▸ AVAILABLE DATA

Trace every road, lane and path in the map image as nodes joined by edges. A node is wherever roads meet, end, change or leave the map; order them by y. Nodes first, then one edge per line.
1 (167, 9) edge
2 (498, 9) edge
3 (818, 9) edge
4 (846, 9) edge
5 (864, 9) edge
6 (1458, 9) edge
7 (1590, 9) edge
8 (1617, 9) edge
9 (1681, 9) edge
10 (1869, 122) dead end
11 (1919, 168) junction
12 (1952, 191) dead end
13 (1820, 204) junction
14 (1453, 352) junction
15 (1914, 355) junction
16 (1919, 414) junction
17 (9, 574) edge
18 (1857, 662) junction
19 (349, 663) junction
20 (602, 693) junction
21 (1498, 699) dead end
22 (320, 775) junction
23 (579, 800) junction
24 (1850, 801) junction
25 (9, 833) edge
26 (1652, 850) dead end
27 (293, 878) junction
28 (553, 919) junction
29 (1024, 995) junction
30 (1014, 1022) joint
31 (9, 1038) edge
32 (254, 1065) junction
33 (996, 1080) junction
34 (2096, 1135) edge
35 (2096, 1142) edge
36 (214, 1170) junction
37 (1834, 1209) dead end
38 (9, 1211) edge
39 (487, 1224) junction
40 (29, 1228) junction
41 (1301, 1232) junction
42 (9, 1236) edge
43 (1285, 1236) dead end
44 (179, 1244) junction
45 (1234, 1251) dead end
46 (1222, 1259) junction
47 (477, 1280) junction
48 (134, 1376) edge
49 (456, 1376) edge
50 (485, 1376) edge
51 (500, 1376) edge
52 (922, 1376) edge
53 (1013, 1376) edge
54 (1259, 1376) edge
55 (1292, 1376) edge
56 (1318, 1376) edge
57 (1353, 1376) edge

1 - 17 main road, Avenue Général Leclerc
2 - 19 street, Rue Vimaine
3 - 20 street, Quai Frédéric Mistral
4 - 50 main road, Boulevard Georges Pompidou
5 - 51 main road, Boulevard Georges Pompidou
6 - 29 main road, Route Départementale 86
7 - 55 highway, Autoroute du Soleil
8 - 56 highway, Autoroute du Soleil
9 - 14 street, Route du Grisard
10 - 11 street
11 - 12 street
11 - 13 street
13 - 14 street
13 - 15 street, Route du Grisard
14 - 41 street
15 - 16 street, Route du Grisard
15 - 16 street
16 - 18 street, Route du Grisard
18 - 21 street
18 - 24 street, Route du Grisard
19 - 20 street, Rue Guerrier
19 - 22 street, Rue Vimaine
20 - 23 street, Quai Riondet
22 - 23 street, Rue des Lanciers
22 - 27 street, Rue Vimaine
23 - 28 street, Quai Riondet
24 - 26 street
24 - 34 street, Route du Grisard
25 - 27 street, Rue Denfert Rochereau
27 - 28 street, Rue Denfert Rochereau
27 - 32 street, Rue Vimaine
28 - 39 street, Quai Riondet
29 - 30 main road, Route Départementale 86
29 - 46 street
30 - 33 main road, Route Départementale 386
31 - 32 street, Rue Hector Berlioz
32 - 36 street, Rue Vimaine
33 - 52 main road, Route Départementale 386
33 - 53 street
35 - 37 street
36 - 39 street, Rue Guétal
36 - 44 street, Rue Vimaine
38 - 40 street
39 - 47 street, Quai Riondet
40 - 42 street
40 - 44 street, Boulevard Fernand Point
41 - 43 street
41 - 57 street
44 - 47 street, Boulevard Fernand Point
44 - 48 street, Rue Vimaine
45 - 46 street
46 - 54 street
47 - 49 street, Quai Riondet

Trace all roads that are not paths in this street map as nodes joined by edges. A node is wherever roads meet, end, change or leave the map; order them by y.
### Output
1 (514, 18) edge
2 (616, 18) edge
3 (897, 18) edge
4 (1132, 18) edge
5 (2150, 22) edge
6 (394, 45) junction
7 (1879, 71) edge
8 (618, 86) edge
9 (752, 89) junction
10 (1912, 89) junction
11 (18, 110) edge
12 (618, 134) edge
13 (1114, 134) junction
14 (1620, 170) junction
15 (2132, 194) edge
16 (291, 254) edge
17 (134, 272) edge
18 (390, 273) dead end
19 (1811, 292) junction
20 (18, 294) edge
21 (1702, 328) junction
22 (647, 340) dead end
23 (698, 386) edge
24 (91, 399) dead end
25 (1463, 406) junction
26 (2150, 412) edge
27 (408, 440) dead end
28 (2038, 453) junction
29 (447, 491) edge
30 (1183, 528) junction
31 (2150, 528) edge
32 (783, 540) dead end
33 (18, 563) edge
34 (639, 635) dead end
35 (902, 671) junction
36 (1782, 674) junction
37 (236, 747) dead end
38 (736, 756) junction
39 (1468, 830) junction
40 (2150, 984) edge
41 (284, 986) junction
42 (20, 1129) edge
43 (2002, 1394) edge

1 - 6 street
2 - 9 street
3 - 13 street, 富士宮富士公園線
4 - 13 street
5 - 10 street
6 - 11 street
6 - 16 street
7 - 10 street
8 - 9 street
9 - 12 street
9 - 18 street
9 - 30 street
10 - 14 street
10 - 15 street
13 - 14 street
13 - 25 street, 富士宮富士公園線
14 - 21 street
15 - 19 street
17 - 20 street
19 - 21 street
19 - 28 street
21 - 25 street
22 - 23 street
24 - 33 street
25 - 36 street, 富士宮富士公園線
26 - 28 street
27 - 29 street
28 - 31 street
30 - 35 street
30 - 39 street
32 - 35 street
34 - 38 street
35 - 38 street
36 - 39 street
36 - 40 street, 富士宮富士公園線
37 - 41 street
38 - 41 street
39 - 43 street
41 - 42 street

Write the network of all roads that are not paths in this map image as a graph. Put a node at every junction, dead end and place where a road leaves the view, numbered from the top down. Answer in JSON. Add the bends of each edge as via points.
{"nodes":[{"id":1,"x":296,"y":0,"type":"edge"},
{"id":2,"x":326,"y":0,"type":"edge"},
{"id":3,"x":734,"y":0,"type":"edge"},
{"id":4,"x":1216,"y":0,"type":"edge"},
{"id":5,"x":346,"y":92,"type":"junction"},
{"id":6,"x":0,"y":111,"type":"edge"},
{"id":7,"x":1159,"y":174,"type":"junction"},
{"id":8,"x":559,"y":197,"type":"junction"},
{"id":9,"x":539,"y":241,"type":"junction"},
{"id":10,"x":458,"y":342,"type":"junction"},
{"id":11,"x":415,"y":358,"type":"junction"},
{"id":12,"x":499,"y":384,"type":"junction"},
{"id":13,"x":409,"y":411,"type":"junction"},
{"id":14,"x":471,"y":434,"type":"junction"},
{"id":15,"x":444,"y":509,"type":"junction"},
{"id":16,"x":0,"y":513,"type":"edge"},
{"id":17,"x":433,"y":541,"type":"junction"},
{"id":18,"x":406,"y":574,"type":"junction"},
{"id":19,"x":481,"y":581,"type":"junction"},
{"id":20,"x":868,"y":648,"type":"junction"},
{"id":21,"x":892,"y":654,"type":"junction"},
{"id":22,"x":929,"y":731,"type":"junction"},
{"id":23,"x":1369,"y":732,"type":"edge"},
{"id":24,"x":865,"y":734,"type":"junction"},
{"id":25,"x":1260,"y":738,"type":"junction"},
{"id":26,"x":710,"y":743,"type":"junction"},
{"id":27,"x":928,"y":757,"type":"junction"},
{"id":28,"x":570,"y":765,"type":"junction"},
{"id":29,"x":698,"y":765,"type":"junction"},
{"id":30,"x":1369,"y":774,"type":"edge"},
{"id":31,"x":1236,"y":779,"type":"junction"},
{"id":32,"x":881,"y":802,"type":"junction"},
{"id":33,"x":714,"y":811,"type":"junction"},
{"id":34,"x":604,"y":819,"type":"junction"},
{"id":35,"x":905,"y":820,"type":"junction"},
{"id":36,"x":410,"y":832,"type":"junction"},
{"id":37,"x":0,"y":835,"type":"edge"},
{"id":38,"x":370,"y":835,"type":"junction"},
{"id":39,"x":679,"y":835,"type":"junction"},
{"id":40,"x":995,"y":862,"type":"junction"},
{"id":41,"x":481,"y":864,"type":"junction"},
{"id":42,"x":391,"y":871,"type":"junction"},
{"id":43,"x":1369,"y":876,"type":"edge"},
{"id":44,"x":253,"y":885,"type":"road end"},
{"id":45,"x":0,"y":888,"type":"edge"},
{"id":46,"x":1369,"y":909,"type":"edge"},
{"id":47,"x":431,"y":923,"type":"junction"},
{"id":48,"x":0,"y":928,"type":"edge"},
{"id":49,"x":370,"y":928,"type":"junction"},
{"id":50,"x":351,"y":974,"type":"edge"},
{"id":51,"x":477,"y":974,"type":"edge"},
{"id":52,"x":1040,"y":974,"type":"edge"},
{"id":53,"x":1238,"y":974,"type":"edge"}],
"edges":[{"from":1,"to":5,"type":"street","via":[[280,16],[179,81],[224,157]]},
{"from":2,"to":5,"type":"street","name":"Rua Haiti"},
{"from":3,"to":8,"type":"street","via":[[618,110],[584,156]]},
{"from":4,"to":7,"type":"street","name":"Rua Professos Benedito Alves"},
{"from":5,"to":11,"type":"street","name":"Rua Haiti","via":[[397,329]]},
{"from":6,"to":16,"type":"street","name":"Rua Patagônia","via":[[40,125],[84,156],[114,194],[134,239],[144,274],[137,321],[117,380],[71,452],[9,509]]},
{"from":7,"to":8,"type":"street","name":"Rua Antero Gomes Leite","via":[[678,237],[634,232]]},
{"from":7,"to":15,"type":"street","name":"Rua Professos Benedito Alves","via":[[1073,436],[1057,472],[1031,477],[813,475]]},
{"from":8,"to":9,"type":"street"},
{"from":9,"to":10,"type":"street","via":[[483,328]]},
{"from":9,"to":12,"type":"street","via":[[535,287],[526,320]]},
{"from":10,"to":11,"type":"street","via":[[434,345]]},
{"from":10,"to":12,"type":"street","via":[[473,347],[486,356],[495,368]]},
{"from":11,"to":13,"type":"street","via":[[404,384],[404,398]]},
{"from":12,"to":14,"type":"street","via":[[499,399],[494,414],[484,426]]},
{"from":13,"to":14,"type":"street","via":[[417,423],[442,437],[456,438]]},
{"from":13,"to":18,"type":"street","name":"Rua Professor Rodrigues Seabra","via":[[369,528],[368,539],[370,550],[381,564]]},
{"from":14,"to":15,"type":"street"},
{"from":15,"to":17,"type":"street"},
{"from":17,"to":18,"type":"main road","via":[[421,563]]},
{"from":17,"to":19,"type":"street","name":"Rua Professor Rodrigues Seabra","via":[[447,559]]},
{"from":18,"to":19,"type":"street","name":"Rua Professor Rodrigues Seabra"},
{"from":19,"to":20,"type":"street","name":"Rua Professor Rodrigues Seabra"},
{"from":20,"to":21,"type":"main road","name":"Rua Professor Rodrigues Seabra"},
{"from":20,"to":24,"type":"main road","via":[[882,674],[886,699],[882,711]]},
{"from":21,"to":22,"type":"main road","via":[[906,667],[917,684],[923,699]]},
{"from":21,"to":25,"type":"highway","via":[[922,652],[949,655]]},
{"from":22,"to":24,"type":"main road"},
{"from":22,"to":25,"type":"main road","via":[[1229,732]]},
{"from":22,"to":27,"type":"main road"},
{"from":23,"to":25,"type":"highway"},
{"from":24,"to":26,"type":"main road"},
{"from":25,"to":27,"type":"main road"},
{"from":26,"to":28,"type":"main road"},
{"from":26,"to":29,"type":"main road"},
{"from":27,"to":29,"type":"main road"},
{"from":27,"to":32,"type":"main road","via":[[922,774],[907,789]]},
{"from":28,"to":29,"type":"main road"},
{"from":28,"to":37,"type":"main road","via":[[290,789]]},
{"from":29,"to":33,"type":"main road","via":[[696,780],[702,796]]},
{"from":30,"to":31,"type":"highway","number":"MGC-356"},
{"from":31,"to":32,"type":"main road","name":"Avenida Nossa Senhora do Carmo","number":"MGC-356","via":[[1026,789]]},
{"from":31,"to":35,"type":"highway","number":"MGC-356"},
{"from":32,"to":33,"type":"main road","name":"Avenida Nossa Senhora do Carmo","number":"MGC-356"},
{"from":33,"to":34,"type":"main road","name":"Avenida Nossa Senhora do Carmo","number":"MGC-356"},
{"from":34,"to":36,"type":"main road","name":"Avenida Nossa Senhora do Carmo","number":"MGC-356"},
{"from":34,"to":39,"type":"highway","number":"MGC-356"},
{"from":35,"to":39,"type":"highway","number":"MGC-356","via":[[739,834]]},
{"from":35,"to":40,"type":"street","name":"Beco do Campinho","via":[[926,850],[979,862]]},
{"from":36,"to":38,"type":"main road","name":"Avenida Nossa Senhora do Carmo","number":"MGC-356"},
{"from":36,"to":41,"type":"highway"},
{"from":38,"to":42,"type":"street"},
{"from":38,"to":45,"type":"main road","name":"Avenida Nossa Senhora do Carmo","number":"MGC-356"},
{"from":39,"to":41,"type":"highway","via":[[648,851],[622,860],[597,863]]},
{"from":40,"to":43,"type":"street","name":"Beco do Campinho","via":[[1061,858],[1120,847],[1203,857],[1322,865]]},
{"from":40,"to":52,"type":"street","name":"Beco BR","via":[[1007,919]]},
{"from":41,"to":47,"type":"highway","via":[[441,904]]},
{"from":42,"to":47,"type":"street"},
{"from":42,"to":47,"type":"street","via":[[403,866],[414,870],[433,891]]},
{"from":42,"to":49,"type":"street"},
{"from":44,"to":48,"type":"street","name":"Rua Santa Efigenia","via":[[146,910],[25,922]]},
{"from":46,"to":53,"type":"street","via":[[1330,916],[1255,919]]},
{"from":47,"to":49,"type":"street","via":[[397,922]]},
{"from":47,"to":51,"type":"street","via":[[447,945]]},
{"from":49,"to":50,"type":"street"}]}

▸ TASK INSTRUCTIONS
Scan the material above for the word "Professos", and copy each line where it appears.

▸ OUTPUT BELOW
{"from":4,"to":7,"type":"street","name":"Rua Professos Benedito Alves"},
{"from":7,"to":15,"type":"street","name":"Rua Professos Benedito Alves","via":[[1073,436],[1057,472],[1031,477],[813,475]]},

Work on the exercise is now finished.